Pub Date: Sept. 30th, 2014
ISBN: 978-0-14-312663-8
Publisher: Penguin

Poems that commemorate, if not exactly celebrate, the state of motherhood.

There’s a time for having “a guy spread my legs / on a pool table,” and then there’s a time for making oatmeal. That’s not exactly how the poet of Ecclesiastes put it, but it’s close enough to enfold this collection, the second from Texas-based writer Fountain.

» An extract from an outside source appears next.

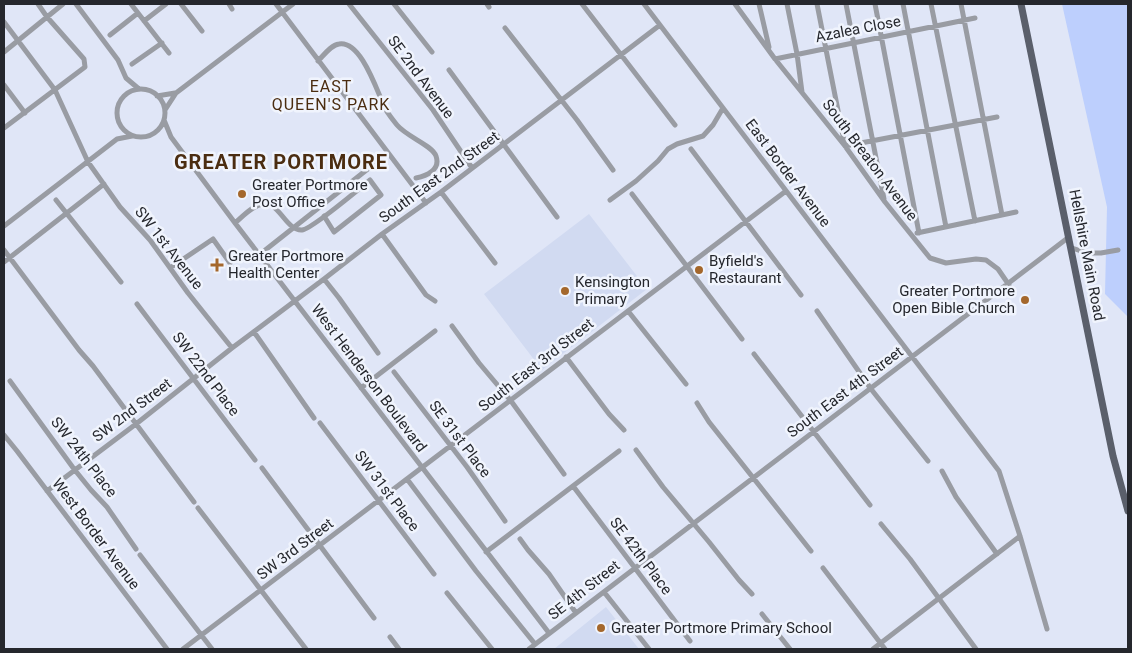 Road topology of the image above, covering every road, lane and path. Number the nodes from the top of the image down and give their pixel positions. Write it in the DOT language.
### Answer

Writing in unadorned language in a kind of flat, featureless tone, she evokes the weariness attendant in bringing a baby into being and then tending it in safety in what is, after all, a precarious existence. “All I want to do is go home / and take off these pants / and make Tuscan bean soup,” she writes, breaking from her favored couplets in an onrush of exasperation. The feel is often bittersweet, almost elegiac, as Fountain writes of such mundane events as flying with a baby, distracting her from the clamor with “a hundred Cheerios, one by one,” and wishing that the sensory apparatus be turned off so as not to remind her of the monotony (“brainwashing / sounds great / like the feeling // you get when you stand up / too quickly”). Fountain’s language is formal but not grand, so when she steps into less-controlled diction (“Why do these / ducks make my soul go nuts”), it’s noticeable. In the end, one feels that a major victory has been accomplished when a poem is finished without too much interruption and “the baby sleeps and sleeps.” 

Suited to an audience of like-minded, weary-to-the-bone readers who will find much to sympathize with in these pages.